Assignment: The data below is to be returned in full and exactly.

Material for this exercise:
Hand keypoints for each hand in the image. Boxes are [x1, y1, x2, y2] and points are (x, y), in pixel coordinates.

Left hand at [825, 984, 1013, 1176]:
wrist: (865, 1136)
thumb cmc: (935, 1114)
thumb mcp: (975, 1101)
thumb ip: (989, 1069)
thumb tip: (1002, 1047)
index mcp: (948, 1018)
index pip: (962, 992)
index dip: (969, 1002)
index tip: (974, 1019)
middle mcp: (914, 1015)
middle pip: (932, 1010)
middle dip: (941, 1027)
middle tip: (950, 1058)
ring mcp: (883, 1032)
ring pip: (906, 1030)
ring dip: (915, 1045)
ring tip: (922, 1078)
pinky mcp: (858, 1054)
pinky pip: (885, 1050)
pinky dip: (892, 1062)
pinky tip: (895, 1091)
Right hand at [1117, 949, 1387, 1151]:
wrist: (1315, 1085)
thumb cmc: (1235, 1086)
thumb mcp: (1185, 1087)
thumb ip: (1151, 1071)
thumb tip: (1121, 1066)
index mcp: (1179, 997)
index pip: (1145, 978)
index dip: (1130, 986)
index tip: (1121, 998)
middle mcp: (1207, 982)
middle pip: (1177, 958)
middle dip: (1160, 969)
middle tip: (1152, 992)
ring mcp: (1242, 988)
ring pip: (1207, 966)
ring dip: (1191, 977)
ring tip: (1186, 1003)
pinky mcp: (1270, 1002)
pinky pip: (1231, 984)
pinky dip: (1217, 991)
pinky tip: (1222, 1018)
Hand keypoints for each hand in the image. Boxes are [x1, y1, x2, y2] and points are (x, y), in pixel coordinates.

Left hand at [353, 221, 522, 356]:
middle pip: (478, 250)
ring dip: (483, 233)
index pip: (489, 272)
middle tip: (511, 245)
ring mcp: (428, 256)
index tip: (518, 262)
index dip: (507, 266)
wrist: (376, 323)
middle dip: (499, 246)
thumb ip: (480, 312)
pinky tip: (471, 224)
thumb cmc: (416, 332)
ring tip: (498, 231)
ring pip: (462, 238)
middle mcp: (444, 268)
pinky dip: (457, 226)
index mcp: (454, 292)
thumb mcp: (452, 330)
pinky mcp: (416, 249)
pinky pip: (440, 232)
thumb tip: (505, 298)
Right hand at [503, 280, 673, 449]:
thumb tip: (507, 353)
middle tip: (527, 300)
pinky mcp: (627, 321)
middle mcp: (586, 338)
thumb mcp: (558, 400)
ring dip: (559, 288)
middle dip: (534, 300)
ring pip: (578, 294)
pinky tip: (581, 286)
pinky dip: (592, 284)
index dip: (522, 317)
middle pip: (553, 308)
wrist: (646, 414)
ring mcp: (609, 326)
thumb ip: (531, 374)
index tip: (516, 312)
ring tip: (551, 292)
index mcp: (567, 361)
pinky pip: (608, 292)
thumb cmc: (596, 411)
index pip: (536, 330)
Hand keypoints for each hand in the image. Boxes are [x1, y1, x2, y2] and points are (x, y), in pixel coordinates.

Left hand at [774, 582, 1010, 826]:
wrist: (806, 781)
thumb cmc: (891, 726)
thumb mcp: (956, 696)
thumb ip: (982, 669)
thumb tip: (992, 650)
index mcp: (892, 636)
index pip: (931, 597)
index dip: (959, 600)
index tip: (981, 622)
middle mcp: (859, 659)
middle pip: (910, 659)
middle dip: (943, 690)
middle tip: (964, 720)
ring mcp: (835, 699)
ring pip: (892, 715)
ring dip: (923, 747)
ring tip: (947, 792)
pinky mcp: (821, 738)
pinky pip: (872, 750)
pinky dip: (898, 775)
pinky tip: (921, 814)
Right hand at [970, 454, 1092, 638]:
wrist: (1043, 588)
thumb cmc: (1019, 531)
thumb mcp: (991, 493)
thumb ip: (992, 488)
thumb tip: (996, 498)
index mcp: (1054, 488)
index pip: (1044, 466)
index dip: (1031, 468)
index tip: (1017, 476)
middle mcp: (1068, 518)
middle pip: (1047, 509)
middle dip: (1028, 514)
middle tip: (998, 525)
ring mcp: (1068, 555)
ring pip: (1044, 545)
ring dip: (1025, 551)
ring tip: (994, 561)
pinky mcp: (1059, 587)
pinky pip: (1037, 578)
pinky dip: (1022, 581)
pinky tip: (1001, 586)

Answer section:
Hand keypoints for each hand in the image. Boxes are [x1, y1, x2, y2] and points are (x, y), in pixel coordinates.

Left hand at [825, 984, 1013, 1176]:
wrist: (865, 1136)
thumb cmc: (935, 1114)
thumb mcp: (975, 1101)
thumb ip: (989, 1069)
thumb tip: (1002, 1047)
index mcp: (948, 1018)
index pip: (962, 992)
index dip: (969, 1002)
index tip: (974, 1019)
middle mcp: (914, 1015)
middle pip: (932, 1010)
middle dip: (941, 1027)
middle tip: (950, 1058)
ring mcp: (883, 1032)
ring pip: (906, 1030)
ring dip: (915, 1045)
ring tip: (922, 1078)
pinky mcp: (858, 1054)
pinky pip: (885, 1050)
pinky dip: (892, 1062)
pinky tip: (895, 1091)
Right hand at [1117, 949, 1387, 1151]:
wrist: (1315, 1085)
thumb cmc: (1235, 1086)
thumb mcp: (1185, 1087)
thumb ip: (1151, 1071)
thumb tip: (1121, 1066)
index mcp: (1179, 997)
index pip: (1145, 978)
index dip: (1130, 986)
index tip: (1121, 998)
middle mcp: (1207, 982)
middle pip: (1177, 958)
middle dip: (1160, 969)
middle tip: (1152, 992)
ring mcp: (1242, 988)
ring pip: (1207, 966)
ring dip: (1191, 977)
ring tip: (1186, 1003)
pinky mcp: (1270, 1002)
pinky pip: (1231, 984)
pinky dip: (1217, 991)
pinky tip: (1222, 1018)
Hand keypoints for each hand in the image. Boxes are [x1, y1, x2, y2] and points are (x, y), in pixel coordinates.

Left hand at [353, 221, 522, 356]:
middle pip: (478, 250)
ring dip: (483, 233)
index pip: (489, 272)
middle tip: (511, 245)
ring mcp: (428, 256)
index tip: (518, 262)
index dip: (507, 266)
wrist: (376, 323)
middle dip: (499, 246)
thumb ip: (480, 312)
pinky tip: (471, 224)
thumb cmc: (416, 332)
ring tip: (498, 231)
ring pip: (462, 238)
middle mcp: (444, 268)
pinky dip: (457, 226)
index mcp: (454, 292)
thumb mcp: (452, 330)
pinky mcp: (416, 249)
pinky pip: (440, 232)
thumb tip: (505, 298)
Right hand at [503, 280, 673, 449]:
thumb tip: (507, 353)
middle tip: (527, 300)
pinky mcp: (627, 321)
middle mcp: (586, 338)
thumb mcp: (558, 400)
ring dip: (559, 288)
middle dip: (534, 300)
ring pip: (578, 294)
pinky tip: (581, 286)
pinky dip: (592, 284)
index dip: (522, 317)
middle pip: (553, 308)
wrist: (646, 414)
ring mcp: (609, 326)
thumb ip: (531, 374)
index tip: (516, 312)
ring tip: (551, 292)
index mcp: (567, 361)
pinky pip: (608, 292)
thumb cmc: (596, 411)
index pip: (536, 330)
Hand keypoints for each hand in the image. Boxes are [x1, y1, x2, y2] and points are (x, y), in pixel coordinates.

Left hand at [774, 582, 1010, 826]:
wrist: (806, 781)
thumb cmc: (891, 726)
thumb mcp: (956, 696)
thumb ip: (982, 669)
thumb tip: (992, 650)
index mcp: (892, 636)
index pip: (931, 597)
index dip: (959, 600)
index tip: (981, 622)
middle mcp: (859, 659)
middle pip: (910, 659)
middle dip: (943, 690)
middle tip: (964, 720)
ring mcp: (835, 699)
ring pip: (892, 715)
ring dip: (923, 747)
ring tip: (947, 792)
pinky mcp: (821, 738)
pinky pip: (872, 750)
pinky dip: (898, 775)
pinky tip: (921, 814)
Right hand at [970, 454, 1092, 638]:
wrist: (1043, 588)
thumb cmc: (1019, 531)
thumb mcp: (991, 493)
thumb ip: (992, 488)
thumb tip: (996, 498)
index mcp: (1054, 488)
index pip: (1044, 466)
index dip: (1031, 468)
index tip: (1017, 476)
middle mcp: (1068, 518)
middle pip: (1047, 509)
middle dip: (1028, 514)
middle tip: (998, 525)
ring mcp: (1068, 555)
ring pip: (1044, 545)
ring dip: (1025, 551)
ring tip: (994, 561)
pinky mcp: (1059, 587)
pinky pip: (1037, 578)
pinky dip: (1022, 581)
pinky tip: (1001, 586)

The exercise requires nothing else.